Calendário atualizado de pagamento do IOF sobre VGBL
| Período de operação | Vencimento original | Novo vencimento |
|---|---|---|
| 23 a 31 de maio | 4 de junho | 25 de junho |
| 1 a 13 de junho | 13 de junho | 25 de junho |
A partir de julho, os recolhimentos deverão seguir o cronograma regular, salvo nova alteração pelo governo.
Próximos passos do governo

Embora a medida já esteja em vigor, o governo indicou que outras ações podem ser anunciadas em breve. Segundo Fernando Haddad, há espaço para calibrar ainda mais o IOF, dependendo do avanço das medidas fiscais que tramitam no Congresso Nacional.
Além disso, o Executivo avalia apresentar alternativas compensatórias para o aumento do imposto, buscando mitigar eventuais efeitos negativos sobre o mercado de previdência privada.
FAQ
O que significa a prorrogação do prazo do IOF sobre VGBL?
Significa que o pagamento do imposto sobre os aportes realizados entre 23 de maio e início de junho de 2025 foi adiado para o dia 25 de junho, conforme portaria publicada pelo governo.

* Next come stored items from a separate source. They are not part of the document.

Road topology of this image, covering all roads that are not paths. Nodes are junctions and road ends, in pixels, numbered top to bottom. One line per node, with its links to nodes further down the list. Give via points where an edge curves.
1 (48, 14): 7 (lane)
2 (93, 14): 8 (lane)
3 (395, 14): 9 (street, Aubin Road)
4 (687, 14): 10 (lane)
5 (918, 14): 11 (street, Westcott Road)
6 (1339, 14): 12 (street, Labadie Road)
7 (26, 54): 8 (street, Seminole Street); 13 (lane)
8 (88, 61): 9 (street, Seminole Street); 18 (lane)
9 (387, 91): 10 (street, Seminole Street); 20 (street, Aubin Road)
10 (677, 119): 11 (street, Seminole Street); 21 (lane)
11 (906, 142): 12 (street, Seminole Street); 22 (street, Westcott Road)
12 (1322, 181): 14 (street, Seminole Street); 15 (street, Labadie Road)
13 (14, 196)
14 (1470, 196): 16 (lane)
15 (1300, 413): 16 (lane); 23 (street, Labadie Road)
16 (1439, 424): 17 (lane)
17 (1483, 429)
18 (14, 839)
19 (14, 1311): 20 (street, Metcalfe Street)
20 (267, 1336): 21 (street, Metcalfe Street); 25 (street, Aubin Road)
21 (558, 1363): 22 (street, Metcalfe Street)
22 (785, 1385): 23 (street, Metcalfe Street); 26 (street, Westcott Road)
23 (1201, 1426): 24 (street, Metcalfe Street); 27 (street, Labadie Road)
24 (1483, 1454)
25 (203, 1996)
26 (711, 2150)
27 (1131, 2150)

Quais são os riscos para o investidor?
A nova tributação pode reduzir a rentabilidade líquida dos aportes elevados e incentivar a busca por outros instrumentos financeiros que não sejam afetados pelo IOF.
Considerações finais
A expectativa é de que, até o prazo final de 25 de junho, o governo apresente medidas complementares para mitigar eventuais impactos da nova tributação, conforme sinalizado pelo ministro Fernando Haddad. Enquanto isso, o mercado segue atento aos desdobramentos e às futuras definições sobre o IOF e outras políticas fiscais.